Помню, приехал Никита Сергеевич в Воронеж на совещание по сельскому хозяйству. Он тогда объезжал основные районы, проверял подготовку к севу, беседовал с активом. Вышел Хрущев из вагона, поезд был не специальный, а обычный. Вокруг народ снует, каждый своим делом занят: одни целуются, обнимаются, другие уже вещички к выходу тащат. Никто на Хрущева внимания не обращает. Только уж если кто совсем на него переть начинает, охранник в штатском вежливо ручкой показывает - мол, обойдите сторонкой. Все это недолго продолжалось.
Местное начальство, конечно, встречать Хрущева приехало: обком, исполком, военные - как принято. Только мы подошли, толпа стала собираться - любопытно, кого это встречают. Тут и узнали Хрущева, зааплодировали, приветствовать стали, выкрики раздались одобрительные. Игнатов все заметил и, когда мы, проводив Хрущева в приготовленную для него резиденцию, садились в свою машину, удовлетворенно отметил:
– Не любят его. Видел, как плохо встречали?
Совещание проходило бурно. На нем были не только воронежцы, но и руководители соседних областей. Никита Сергеевич часто перебивал докладчиков, задавал вопросы, вставлял едкие критические замечания. Другим доставалось, а Воронежскую область он похвалил.

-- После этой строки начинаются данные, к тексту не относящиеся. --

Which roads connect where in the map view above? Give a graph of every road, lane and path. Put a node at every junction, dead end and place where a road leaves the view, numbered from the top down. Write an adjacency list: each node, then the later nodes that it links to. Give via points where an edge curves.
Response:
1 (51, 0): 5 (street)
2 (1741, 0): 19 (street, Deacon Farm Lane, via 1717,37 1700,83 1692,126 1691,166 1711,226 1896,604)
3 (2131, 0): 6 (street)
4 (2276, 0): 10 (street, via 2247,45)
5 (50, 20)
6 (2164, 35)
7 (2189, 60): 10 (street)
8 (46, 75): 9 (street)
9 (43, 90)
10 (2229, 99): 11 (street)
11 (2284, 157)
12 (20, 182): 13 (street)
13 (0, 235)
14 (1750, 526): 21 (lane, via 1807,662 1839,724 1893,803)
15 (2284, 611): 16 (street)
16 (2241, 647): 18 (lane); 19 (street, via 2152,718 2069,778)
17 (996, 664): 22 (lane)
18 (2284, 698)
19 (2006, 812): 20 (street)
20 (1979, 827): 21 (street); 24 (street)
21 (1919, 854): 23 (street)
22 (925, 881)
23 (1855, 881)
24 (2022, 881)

В перерыве, когда Игнатов вышел из комнаты президиума, я поздравил его:
– С успехом вас, Николай Григорьевич. Нас одних Никита Сергеевич похвалил.
– Что ж, я мало труда вложил?
– задиристо ответил Игнатов.
– Бывает, работаешь, работаешь, сил не жалеешь, а начальство приедет и по косточкам разложит.
– Хм, попробовал бы он только. Я бы его сам разделал, - отозвался он и отошел.
Или вот в ту же осень отдыхали мы в Сочи, как обычно. Я узнал, что на отдых приезжает Хрущев. Доложил об этом Игнатову и предложил съездить в Адлер, на аэродром, встретить.
Игнатов меня выругал:
– Хруща-то? Иди ты с ним... Если хочешь, встречай сам.
Надо сказать, что в раздражении он никогда не произносил фамилию правильно, а сокращал презрительно: "Хрущ".
Потом из Воронежа мы перебрались в Горьковский обком. И там Игнатов не мог забыть, что
Стал Хрущев именоваться не просто секретарем ЦК, а Первым секретарем, Игнатов тут же прокомментировал:
– Вот, приставку себе приделал. Ничего, он долго не протянет. Лет пять еще от силы. Возраст у него уже преклонный.
Про пленумы и совещания по сельскому хозяйству отзывался неизменно презрительно:
– Ничего у них не выйдет. Болтовня одна...
Потом все переменилось. Хрущев приезжал в Горький, он тогда предложил отсрочку платежей по займам. Они долго разговаривали с Игнатовым, и того как подменили - начал он Хрущева расхваливать на всех перекрестках. Я думаю, что у них был разговор о переводе Игнатова на работу в Москву.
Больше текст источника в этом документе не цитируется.